> **WHAT YOU WILL DO**
Could you set down exactly the lines in the records below between the line holding "308 496 moveto (17) show" and the line holding "161 645 moveto (R01) show", inclusive?

** Opening TASK INPUTS block **

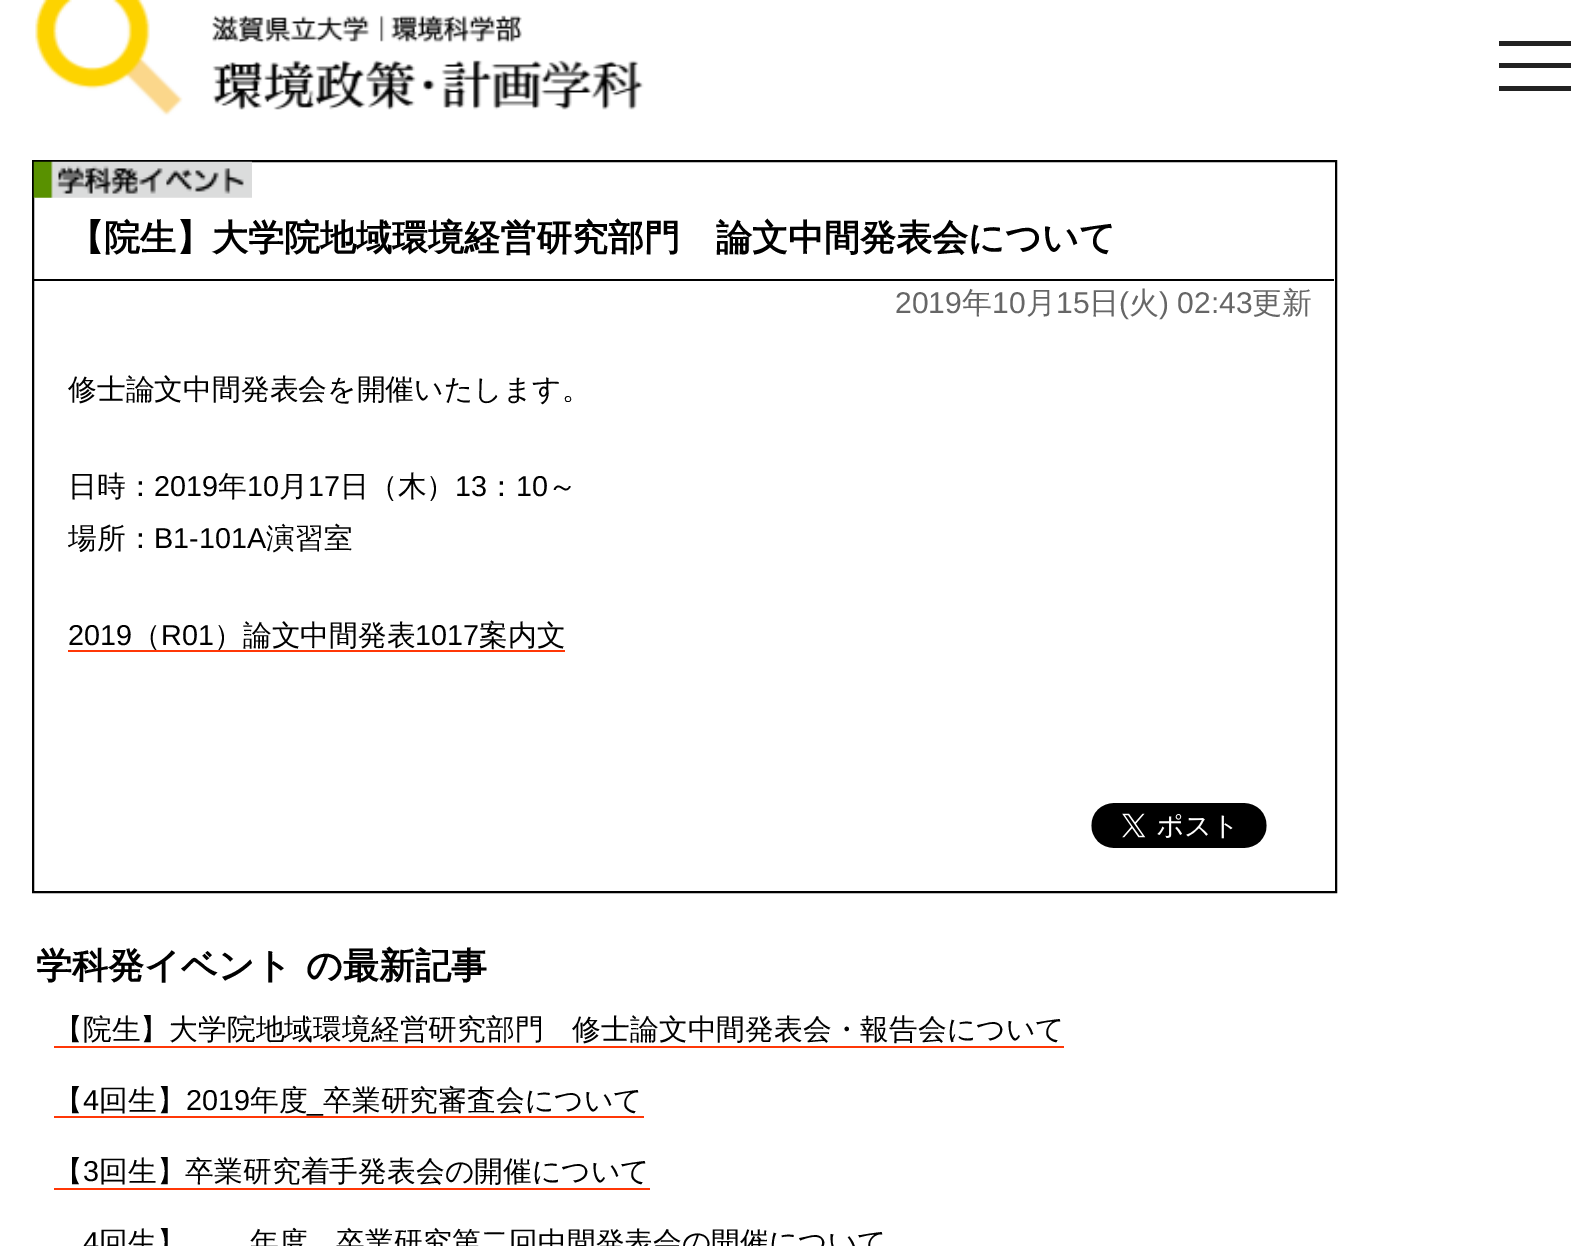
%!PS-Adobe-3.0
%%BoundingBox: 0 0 1596 1246
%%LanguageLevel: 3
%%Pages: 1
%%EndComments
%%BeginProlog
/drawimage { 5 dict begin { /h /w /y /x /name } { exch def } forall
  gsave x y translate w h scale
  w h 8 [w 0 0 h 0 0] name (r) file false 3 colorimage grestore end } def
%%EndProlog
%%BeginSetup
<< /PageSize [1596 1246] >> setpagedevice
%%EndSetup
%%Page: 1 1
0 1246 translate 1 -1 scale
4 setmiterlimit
1 setgray
0 0 1596 1246 rectfill
(images/1.raw) 35 0 148 116 drawimage
(images/2.raw) 212 15 173 28 drawimage
(images/3.raw) 391 15 131 28 drawimage
(images/4.raw) 212 60 432 50 drawimage
0.133 setgray
1499 63 72 5 rectfill
1499 41 72 5 rectfill
1499 86 72 5 rectfill
0 setgray
2 setlinewidth
33 161 1303 731 rectstroke
(images/5.raw) 33 161 219 37 drawimage
34 279 1300 2 rectfill
1 0.216 0.024 setrgbcolor
68 650 497 2 rectfill
(images/6.raw) 1091 803 176 45 drawimage
54 1046 1010 2 rectfill
54 1116 590 2 rectfill
54 1188 596 2 rectfill
/WenQuanYiZenHei-Bold [36 0 0 -36 0 0] selectfont
0 setgray
68 250 moveto (【院生】大学院地域環境経営研究部門　論文中間発表会について) show
/LiberationSans-Regular [30 0 0 -30 0 0] selectfont
0.4 setgray
895 313 moveto (2019) show
/WenQuanYiZenHei-Medium [30 0 0 -30 0 0] selectfont
962 313 moveto (年) show
/LiberationSans-Regular [30 0 0 -30 0 0] selectfont
992 313 moveto (10) show
/WenQuanYiZenHei-Medium [30 0 0 -30 0 0] selectfont
1026 313 moveto (月) show
/LiberationSans-Regular [30 0 0 -30 0 0] selectfont
1056 313 moveto (15) show
/WenQuanYiZenHei-Medium [30 0 0 -30 0 0] selectfont
1089 313 moveto (日) show
/LiberationSans-Regular [30 0 0 -30 0 0] selectfont
1119 313 moveto (\() show
/WenQuanYiZenHei-Medium [30 0 0 -30 0 0] selectfont
1129 313 moveto (火) show
/LiberationSans-Regular [30 0 0 -30 0 0] selectfont
1159 313 moveto (\) 02:43) show
/WenQuanYiZenHei-Medium [30 0 0 -30 0 0] selectfont
1252 313 moveto (更新) show
/WenQuanYiZenHei-Medium [28.8 0 0 -28.8 0 0] selectfont
0 setgray
68 399 moveto (修士論文中間発表会を開催いたします。) show
68 496 moveto (日時：) show
/LiberationSans-Regular [28.8 0 0 -28.8 0 0] selectfont
154 496 moveto (2019) show
/WenQuanYiZenHei-Medium [28.8 0 0 -28.8 0 0] selectfont
218 496 moveto (年) show
/LiberationSans-Regular [28.8 0 0 -28.8 0 0] selectfont
247 496 moveto (10) show
/WenQuanYiZenHei-Medium [28.8 0 0 -28.8 0 0] selectfont
279 496 moveto (月) show
/LiberationSans-Regular [28.8 0 0 -28.8 0 0] selectfont
308 496 moveto (17) show
/WenQuanYiZenHei-Medium [28.8 0 0 -28.8 0 0] selectfont
340 496 moveto (日（木）) show
/LiberationSans-Regular [28.8 0 0 -28.8 0 0] selectfont
455 496 moveto (13) show
/WenQuanYiZenHei-Medium [28.8 0 0 -28.8 0 0] selectfont
487 496 moveto (：) show
/LiberationSans-Regular [28.8 0 0 -28.8 0 0] selectfont
516 496 moveto (10) show
/WenQuanYiZenHei-Medium [28.8 0 0 -28.8 0 0] selectfont
548 496 moveto (～) show
68 548 moveto (場所：) show
/LiberationSans-Regular [28.8 0 0 -28.8 0 0] selectfont
154 548 moveto (B1-101A) show
/WenQuanYiZenHei-Medium [28.8 0 0 -28.8 0 0] selectfont
266 548 moveto (演習室) show
/LiberationSans-Regular [28.8 0 0 -28.8 0 0] selectfont
68 645 moveto (2019) show
/WenQuanYiZenHei-Medium [28.8 0 0 -28.8 0 0] selectfont
132 645 moveto (（) show
/LiberationSans-Regular [28.8 0 0 -28.8 0 0] selectfont
161 645 moveto (R01) show
/WenQuanYiZenHei-Medium [28.8 0 0 -28.8 0 0] selectfont
214 645 moveto (）論文中間発表) show
/LiberationSans-Regular [28.8 0 0 -28.8 0 0] selectfont
415 645 moveto (1017) show
/WenQuanYiZenHei-Medium [28.8 0 0 -28.8 0 0] selectfont
479 645 moveto (案内文) show
/WenQuanYiZenHei-Bold [36 0 0 -36 0 0] selectfont
36 978 moveto (学科発イベント) show
306 978 moveto (の最新記事) show
/WenQuanYiZenHei-Medium [28.8 0 0 -28.8 0 0] selectfont
54 1039 moveto (【院生】大学院地域環境経営研究部門　修士論文中間発表会・報告会について) show
54 1110 moveto (【) show
/LiberationSans-Regular [28.8 0 0 -28.8 0 0] selectfont
83 1110 moveto (4) show
/WenQuanYiZenHei-Medium [28.8 0 0 -28.8 0 0] selectfont
99 1110 moveto (回生】) show
/LiberationSans-Regular [28.8 0 0 -28.8 0 0] selectfont
186 1110 moveto (2019) show
/WenQuanYiZenHei-Medium [28.8 0 0 -28.8 0 0] selectfont
250 1110 moveto (年度) show
323 1110 moveto (卒業研究審査会について) show
/LiberationSans-Regular [28.8 0 0 -28.8 0 0] selectfont
307 1110 moveto (_) show
/WenQuanYiZenHei-Medium [28.8 0 0 -28.8 0 0] selectfont
54 1181 moveto (【) show
/LiberationSans-Regular [28.8 0 0 -28.8 0 0] selectfont
83 1181 moveto (3) show
/WenQuanYiZenHei-Medium [28.8 0 0 -28.8 0 0] selectfont
99 1181 moveto (回生】卒業研究着手発表会の開催について) show
/LiberationSans-Regular [28.8 0 0 -28.8 0 0] selectfont
83 1252 moveto (4) show
/WenQuanYiZenHei-Medium [28.8 0 0 -28.8 0 0] selectfont
99 1252 moveto (回生】) show
250 1252 moveto (年度　卒業研究第二回中間発表会の開催について) show
showpage
%%EOF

** Closing TASK INPUTS block **

> **EXERCISE SOLUTION**
308 496 moveto (17) show
/WenQuanYiZenHei-Medium [28.8 0 0 -28.8 0 0] selectfont
340 496 moveto (日（木）) show
/LiberationSans-Regular [28.8 0 0 -28.8 0 0] selectfont
455 496 moveto (13) show
/WenQuanYiZenHei-Medium [28.8 0 0 -28.8 0 0] selectfont
487 496 moveto (：) show
/LiberationSans-Regular [28.8 0 0 -28.8 0 0] selectfont
516 496 moveto (10) show
/WenQuanYiZenHei-Medium [28.8 0 0 -28.8 0 0] selectfont
548 496 moveto (～) show
68 548 moveto (場所：) show
/LiberationSans-Regular [28.8 0 0 -28.8 0 0] selectfont
154 548 moveto (B1-101A) show
/WenQuanYiZenHei-Medium [28.8 0 0 -28.8 0 0] selectfont
266 548 moveto (演習室) show
/LiberationSans-Regular [28.8 0 0 -28.8 0 0] selectfont
68 645 moveto (2019) show
/WenQuanYiZenHei-Medium [28.8 0 0 -28.8 0 0] selectfont
132 645 moveto (（) show
/LiberationSans-Regular [28.8 0 0 -28.8 0 0] selectfont
161 645 moveto (R01) show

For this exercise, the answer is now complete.